* _EXERCISE OBJECTIVE_:
Report back every line from the entries below in which the word "Tipaerui" occurs.

Items from a dataset:
==============================
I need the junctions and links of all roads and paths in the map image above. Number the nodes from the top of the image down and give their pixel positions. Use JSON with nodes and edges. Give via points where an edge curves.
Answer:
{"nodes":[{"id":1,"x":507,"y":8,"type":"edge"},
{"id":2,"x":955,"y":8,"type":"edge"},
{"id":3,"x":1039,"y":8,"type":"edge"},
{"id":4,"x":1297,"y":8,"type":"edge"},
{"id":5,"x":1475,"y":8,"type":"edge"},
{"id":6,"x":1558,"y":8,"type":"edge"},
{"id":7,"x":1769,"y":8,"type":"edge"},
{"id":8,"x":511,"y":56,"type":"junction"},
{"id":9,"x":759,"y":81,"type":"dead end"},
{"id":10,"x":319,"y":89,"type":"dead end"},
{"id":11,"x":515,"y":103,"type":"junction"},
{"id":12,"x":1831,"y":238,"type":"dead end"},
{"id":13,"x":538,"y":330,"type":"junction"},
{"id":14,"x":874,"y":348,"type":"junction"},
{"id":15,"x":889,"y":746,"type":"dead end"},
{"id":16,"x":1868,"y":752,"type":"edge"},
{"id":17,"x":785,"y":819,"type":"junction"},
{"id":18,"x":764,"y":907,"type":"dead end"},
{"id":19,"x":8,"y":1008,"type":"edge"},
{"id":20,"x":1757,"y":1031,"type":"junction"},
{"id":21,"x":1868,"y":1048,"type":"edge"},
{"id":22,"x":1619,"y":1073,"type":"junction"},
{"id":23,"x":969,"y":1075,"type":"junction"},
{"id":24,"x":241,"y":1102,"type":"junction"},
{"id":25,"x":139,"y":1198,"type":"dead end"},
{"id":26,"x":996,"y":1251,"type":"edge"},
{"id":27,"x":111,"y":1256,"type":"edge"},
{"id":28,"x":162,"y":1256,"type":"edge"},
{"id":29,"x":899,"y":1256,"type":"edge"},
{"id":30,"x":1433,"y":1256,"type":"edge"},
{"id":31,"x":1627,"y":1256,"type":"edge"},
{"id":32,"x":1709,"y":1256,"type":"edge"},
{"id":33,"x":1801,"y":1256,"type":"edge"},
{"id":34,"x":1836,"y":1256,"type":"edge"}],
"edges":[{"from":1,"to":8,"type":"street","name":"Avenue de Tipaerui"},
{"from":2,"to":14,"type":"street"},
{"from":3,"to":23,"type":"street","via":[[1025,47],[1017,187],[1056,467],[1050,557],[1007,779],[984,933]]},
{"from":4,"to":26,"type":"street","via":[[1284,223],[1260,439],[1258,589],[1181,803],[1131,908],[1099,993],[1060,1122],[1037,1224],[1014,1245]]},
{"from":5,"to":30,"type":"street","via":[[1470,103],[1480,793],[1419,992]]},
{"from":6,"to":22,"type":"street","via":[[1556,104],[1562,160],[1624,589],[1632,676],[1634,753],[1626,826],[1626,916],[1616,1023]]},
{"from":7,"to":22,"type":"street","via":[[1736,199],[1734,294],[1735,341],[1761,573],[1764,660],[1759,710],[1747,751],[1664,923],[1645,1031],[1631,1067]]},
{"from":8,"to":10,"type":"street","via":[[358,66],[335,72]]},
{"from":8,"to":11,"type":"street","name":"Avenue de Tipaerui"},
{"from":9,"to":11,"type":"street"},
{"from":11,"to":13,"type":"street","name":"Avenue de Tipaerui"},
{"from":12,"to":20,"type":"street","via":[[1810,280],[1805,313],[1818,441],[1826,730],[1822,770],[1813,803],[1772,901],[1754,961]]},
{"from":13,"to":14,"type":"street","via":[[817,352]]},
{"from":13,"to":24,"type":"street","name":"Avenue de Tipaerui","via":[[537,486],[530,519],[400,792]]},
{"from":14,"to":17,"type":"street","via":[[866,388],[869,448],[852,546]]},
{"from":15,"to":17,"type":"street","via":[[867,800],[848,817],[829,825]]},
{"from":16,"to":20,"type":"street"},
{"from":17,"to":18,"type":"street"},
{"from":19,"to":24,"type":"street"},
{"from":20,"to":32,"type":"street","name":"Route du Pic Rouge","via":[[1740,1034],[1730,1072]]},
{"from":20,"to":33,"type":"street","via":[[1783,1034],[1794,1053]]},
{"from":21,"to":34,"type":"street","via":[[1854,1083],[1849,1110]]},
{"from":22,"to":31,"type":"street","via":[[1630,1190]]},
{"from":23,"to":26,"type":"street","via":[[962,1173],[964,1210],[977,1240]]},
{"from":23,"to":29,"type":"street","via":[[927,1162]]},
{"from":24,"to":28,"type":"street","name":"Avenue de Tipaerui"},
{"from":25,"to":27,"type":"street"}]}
==============================
* _WRITTEN ANSWER_:
"edges":[{"from":1,"to":8,"type":"street","name":"Avenue de Tipaerui"},
{"from":8,"to":11,"type":"street","name":"Avenue de Tipaerui"},
{"from":11,"to":13,"type":"street","name":"Avenue de Tipaerui"},
{"from":13,"to":24,"type":"street","name":"Avenue de Tipaerui","via":[[537,486],[530,519],[400,792]]},
{"from":24,"to":28,"type":"street","name":"Avenue de Tipaerui"},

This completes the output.